Saved entries:
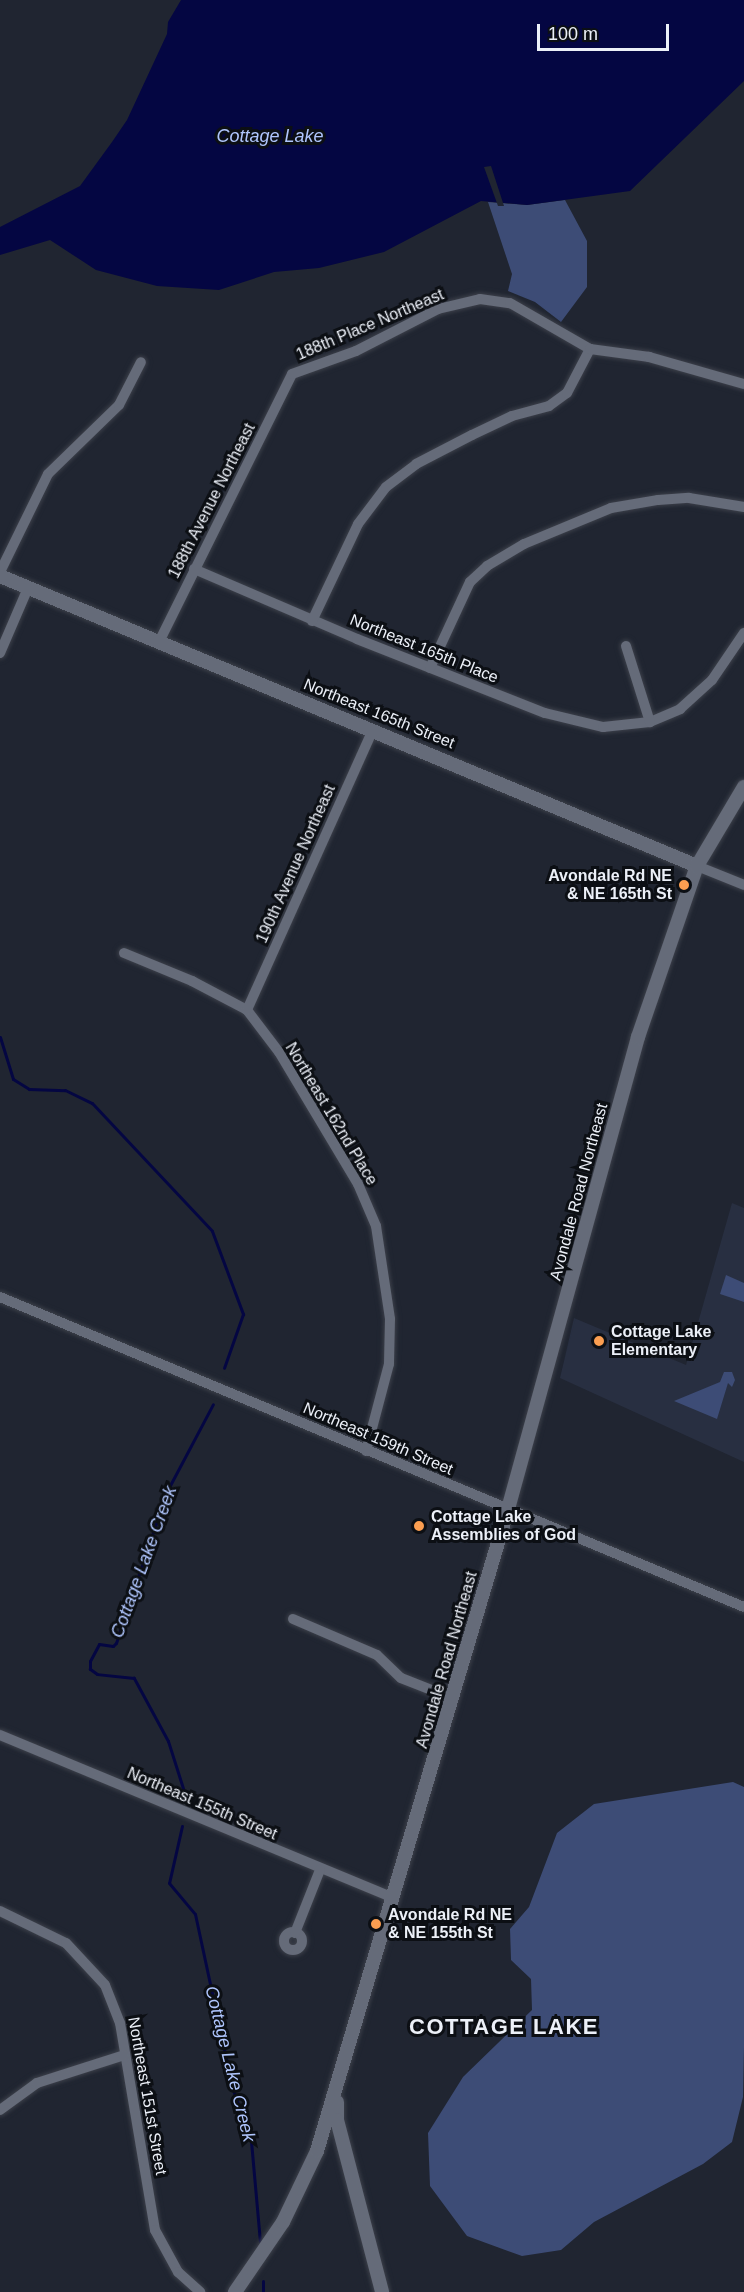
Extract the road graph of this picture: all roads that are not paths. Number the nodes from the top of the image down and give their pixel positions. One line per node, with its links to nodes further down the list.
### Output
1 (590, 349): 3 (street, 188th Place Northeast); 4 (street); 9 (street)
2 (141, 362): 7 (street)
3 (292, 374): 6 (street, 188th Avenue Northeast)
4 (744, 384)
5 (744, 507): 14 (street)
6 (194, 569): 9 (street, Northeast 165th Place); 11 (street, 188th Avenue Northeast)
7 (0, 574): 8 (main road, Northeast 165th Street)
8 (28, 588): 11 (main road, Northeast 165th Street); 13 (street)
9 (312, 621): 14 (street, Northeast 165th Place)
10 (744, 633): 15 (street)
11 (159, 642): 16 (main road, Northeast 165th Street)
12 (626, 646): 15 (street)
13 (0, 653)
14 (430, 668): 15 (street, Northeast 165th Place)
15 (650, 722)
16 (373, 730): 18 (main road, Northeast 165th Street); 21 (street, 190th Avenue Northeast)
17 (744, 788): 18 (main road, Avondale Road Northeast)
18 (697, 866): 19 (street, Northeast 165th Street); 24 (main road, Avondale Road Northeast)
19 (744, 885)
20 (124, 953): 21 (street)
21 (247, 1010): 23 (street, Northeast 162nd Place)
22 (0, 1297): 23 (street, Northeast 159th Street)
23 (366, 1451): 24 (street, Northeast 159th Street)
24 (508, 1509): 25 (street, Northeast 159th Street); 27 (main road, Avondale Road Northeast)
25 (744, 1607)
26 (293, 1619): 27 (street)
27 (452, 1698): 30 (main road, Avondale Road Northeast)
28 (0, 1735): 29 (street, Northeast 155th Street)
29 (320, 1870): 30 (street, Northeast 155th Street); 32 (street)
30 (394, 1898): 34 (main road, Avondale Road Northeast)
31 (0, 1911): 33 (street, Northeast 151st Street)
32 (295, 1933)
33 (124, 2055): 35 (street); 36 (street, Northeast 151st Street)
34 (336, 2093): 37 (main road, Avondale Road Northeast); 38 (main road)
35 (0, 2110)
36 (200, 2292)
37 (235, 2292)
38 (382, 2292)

__Your task__
Give every line above again exactly, with no pictures.

__Result for this task__
Extract the road graph of this picture: all roads that are not paths. Number the nodes from the top of the image down and give their pixel positions. One line per node, with its links to nodes further down the list.
### Output
1 (590, 349): 3 (street, 188th Place Northeast); 4 (street); 9 (street)
2 (141, 362): 7 (street)
3 (292, 374): 6 (street, 188th Avenue Northeast)
4 (744, 384)
5 (744, 507): 14 (street)
6 (194, 569): 9 (street, Northeast 165th Place); 11 (street, 188th Avenue Northeast)
7 (0, 574): 8 (main road, Northeast 165th Street)
8 (28, 588): 11 (main road, Northeast 165th Street); 13 (street)
9 (312, 621): 14 (street, Northeast 165th Place)
10 (744, 633): 15 (street)
11 (159, 642): 16 (main road, Northeast 165th Street)
12 (626, 646): 15 (street)
13 (0, 653)
14 (430, 668): 15 (street, Northeast 165th Place)
15 (650, 722)
16 (373, 730): 18 (main road, Northeast 165th Street); 21 (street, 190th Avenue Northeast)
17 (744, 788): 18 (main road, Avondale Road Northeast)
18 (697, 866): 19 (street, Northeast 165th Street); 24 (main road, Avondale Road Northeast)
19 (744, 885)
20 (124, 953): 21 (street)
21 (247, 1010): 23 (street, Northeast 162nd Place)
22 (0, 1297): 23 (street, Northeast 159th Street)
23 (366, 1451): 24 (street, Northeast 159th Street)
24 (508, 1509): 25 (street, Northeast 159th Street); 27 (main road, Avondale Road Northeast)
25 (744, 1607)
26 (293, 1619): 27 (street)
27 (452, 1698): 30 (main road, Avondale Road Northeast)
28 (0, 1735): 29 (street, Northeast 155th Street)
29 (320, 1870): 30 (street, Northeast 155th Street); 32 (street)
30 (394, 1898): 34 (main road, Avondale Road Northeast)
31 (0, 1911): 33 (street, Northeast 151st Street)
32 (295, 1933)
33 (124, 2055): 35 (street); 36 (street, Northeast 151st Street)
34 (336, 2093): 37 (main road, Avondale Road Northeast); 38 (main road)
35 (0, 2110)
36 (200, 2292)
37 (235, 2292)
38 (382, 2292)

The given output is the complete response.